Empirical evidence shows that this is true. Our students sign an honor pledge at the beginning of the semester, but we did not see any change in the rate of plagiarism. Even for Harvard’s CS50, the birthplace of the “regret period,” David Malan reports that it “has not materially impacted CS50’s number of cases.”3

Finding our way out

Student incentives come from faculty

Student incentives are set by the faculty: for example, if the instructor assigns a larger weight to some assignment, students usually spend more time working on it. This means instructors have a lot of influence here! They can combat plagiarism by making it costly.

If students knew that there would be a consistent, non-zero cost to plagiarizing, many of them wouldn’t do it. Copying homework would no longer be in their best interest. To have an effect, the policy would have to be implemented consistently across all courses, beginning with the introductory courses, which play the role of communicating the department’s standards to new students.
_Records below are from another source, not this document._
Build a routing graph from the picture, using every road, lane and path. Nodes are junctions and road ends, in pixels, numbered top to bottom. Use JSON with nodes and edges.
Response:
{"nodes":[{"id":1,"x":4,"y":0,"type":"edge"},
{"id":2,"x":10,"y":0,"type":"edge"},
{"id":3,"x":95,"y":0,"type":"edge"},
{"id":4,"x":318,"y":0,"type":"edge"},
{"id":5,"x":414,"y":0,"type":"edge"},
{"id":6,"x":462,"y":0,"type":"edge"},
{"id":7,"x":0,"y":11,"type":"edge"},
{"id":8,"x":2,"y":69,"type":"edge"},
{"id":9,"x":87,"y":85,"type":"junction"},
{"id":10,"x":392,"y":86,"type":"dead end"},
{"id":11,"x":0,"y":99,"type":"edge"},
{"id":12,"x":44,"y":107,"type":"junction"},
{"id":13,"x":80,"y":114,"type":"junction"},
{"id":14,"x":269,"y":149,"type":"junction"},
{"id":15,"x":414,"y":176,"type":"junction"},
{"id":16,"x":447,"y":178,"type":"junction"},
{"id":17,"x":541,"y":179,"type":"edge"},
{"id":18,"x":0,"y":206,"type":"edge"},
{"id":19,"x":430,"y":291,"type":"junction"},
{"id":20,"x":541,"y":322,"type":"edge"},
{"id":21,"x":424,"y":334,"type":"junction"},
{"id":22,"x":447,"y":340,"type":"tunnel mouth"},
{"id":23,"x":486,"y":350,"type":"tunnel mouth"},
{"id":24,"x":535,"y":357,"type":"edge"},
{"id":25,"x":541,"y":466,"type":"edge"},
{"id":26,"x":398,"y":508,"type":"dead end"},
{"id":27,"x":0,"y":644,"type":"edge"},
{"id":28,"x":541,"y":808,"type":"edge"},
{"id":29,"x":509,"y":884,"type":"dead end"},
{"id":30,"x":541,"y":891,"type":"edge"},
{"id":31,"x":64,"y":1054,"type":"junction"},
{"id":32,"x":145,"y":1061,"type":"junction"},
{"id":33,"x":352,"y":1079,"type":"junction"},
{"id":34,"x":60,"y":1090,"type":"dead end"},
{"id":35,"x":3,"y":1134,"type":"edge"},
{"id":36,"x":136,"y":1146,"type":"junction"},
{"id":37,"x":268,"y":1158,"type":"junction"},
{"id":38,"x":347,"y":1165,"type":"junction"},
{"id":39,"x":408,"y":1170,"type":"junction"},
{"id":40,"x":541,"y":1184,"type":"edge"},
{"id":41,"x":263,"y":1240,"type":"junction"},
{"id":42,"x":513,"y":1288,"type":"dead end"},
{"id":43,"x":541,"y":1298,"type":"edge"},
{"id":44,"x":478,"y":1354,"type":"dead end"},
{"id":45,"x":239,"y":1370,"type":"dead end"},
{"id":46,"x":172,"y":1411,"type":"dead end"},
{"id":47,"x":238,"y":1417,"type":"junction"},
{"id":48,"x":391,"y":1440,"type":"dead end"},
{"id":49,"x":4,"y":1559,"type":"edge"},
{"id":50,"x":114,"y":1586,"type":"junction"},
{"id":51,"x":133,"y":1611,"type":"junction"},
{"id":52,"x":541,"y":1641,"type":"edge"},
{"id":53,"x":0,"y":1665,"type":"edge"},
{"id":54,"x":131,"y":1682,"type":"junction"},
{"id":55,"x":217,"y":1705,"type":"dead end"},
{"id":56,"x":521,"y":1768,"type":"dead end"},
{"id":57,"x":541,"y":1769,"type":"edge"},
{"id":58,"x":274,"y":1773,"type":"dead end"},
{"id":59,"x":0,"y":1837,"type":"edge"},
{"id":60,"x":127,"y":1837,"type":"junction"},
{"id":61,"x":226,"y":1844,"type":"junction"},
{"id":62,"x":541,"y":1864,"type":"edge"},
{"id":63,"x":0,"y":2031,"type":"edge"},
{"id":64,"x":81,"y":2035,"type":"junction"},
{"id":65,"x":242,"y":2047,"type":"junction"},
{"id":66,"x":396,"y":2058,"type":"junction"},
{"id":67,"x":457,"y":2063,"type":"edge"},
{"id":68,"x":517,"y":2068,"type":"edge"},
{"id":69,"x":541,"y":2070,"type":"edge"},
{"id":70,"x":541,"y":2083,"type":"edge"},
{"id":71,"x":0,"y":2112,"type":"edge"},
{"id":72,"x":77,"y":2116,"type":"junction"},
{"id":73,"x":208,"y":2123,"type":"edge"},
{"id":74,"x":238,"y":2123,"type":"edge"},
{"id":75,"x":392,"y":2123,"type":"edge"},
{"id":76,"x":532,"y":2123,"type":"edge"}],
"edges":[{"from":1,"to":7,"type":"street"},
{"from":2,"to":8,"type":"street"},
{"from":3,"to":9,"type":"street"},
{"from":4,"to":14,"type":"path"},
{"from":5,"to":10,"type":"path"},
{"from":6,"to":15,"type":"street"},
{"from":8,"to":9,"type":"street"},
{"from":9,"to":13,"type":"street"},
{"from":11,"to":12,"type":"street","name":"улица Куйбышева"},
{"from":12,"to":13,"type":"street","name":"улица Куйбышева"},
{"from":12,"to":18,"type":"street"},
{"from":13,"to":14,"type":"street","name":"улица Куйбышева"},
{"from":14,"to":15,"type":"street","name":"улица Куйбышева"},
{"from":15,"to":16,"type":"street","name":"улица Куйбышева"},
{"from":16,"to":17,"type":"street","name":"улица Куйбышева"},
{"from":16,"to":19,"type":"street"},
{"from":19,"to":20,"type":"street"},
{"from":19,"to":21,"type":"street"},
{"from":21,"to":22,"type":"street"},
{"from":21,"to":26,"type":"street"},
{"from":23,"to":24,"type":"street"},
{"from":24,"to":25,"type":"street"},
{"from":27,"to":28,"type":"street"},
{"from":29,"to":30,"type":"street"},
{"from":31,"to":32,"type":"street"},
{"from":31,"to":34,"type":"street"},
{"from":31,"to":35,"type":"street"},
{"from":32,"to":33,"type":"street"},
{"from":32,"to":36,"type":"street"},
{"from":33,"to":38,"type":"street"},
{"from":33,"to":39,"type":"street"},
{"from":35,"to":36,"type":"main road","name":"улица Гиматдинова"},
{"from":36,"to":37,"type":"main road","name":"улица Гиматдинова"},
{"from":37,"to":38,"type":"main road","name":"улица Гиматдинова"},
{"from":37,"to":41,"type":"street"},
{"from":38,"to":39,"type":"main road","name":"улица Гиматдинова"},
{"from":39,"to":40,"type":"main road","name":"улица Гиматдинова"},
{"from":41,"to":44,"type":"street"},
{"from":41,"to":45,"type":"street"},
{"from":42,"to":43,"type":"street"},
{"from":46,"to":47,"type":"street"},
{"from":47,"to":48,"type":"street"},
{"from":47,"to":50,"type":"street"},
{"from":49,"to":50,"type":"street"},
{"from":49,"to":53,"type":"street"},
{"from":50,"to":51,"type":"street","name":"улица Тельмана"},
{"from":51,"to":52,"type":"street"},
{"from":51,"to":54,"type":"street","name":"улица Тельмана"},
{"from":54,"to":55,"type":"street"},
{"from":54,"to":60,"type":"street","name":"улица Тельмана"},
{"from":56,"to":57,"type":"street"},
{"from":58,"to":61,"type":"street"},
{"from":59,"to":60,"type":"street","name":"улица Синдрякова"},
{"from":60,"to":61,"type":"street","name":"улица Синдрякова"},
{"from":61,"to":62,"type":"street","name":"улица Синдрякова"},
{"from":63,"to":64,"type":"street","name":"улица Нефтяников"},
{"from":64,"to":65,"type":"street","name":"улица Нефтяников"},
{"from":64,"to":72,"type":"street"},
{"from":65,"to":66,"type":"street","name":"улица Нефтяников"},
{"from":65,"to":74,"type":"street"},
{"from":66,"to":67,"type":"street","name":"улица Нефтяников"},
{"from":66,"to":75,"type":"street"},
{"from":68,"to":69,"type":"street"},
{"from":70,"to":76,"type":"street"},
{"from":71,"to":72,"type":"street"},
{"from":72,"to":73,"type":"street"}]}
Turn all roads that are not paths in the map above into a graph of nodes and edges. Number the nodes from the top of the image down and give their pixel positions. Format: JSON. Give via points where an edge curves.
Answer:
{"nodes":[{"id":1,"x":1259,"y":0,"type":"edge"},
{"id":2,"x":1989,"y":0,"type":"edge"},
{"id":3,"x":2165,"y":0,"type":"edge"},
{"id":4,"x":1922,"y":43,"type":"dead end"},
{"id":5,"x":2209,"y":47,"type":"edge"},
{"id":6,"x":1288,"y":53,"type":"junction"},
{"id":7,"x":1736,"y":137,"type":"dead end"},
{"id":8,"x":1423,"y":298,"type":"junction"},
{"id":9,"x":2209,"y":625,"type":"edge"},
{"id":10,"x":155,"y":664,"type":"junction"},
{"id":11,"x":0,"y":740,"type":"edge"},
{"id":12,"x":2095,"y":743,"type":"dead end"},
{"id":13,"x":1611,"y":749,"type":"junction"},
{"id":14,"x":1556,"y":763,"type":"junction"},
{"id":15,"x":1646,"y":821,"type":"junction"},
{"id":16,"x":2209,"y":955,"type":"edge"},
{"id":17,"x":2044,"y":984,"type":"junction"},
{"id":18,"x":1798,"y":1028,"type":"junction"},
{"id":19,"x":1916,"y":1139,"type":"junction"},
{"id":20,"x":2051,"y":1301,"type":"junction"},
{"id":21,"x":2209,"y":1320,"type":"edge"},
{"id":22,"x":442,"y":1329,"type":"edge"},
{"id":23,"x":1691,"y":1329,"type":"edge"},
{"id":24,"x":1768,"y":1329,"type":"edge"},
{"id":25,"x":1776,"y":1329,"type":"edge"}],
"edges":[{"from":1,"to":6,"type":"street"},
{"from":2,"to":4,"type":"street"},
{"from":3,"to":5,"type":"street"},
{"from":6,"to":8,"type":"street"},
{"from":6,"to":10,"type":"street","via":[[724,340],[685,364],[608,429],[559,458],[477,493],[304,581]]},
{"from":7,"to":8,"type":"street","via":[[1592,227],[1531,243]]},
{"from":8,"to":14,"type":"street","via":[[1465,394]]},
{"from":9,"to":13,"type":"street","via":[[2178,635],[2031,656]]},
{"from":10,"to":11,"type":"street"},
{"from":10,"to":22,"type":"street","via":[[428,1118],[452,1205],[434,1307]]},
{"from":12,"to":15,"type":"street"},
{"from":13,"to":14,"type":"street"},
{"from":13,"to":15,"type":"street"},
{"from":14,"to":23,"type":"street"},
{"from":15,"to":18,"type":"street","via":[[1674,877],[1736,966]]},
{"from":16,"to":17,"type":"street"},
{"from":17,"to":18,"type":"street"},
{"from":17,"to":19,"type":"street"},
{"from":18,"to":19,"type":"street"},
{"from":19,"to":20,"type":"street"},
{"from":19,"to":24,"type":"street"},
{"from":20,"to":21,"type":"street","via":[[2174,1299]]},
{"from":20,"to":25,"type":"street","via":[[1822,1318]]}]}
Achieving this level of uniformity means we need to provide a strong incentive every instructor — not just the ones who care the most — to enforce the rules.

Fixing faculty incentives

University administrators should communicate their support. Instructors should know that, not only will they suffer no retaliation, but that the university encourages them to enforce university policies. This might require administrators to acknowledge the inconvenient truth of widespread plagiarism.

Next, we need to reduce the cost of looking for plagiarism.

Efficiently deploying plagiarism detection software. Most instructors I’ve spoken with use MOSS (if they use automated detection at all). However, each teaching staff must learn to use the software on their own, sometimes writing additional code to format the inputs or aggregate the results. We’ve somehow managed to turn plagiarism software — which should be written once and deployed widely at zero marginal cost — into something that is very expensive to use!

Instead of deploying the software on a per-class basis, the university should pay to integrate it into their learning management systems. The software could even automatically run on all programming assignments by default.

Spreading the workload among more TAs. Universities can further decrease the burden by increasing the TA headcounts of courses that enforce plagiarism rules. This ensures that time spent combing through the results of the software doesn’t come at the cost of teaching.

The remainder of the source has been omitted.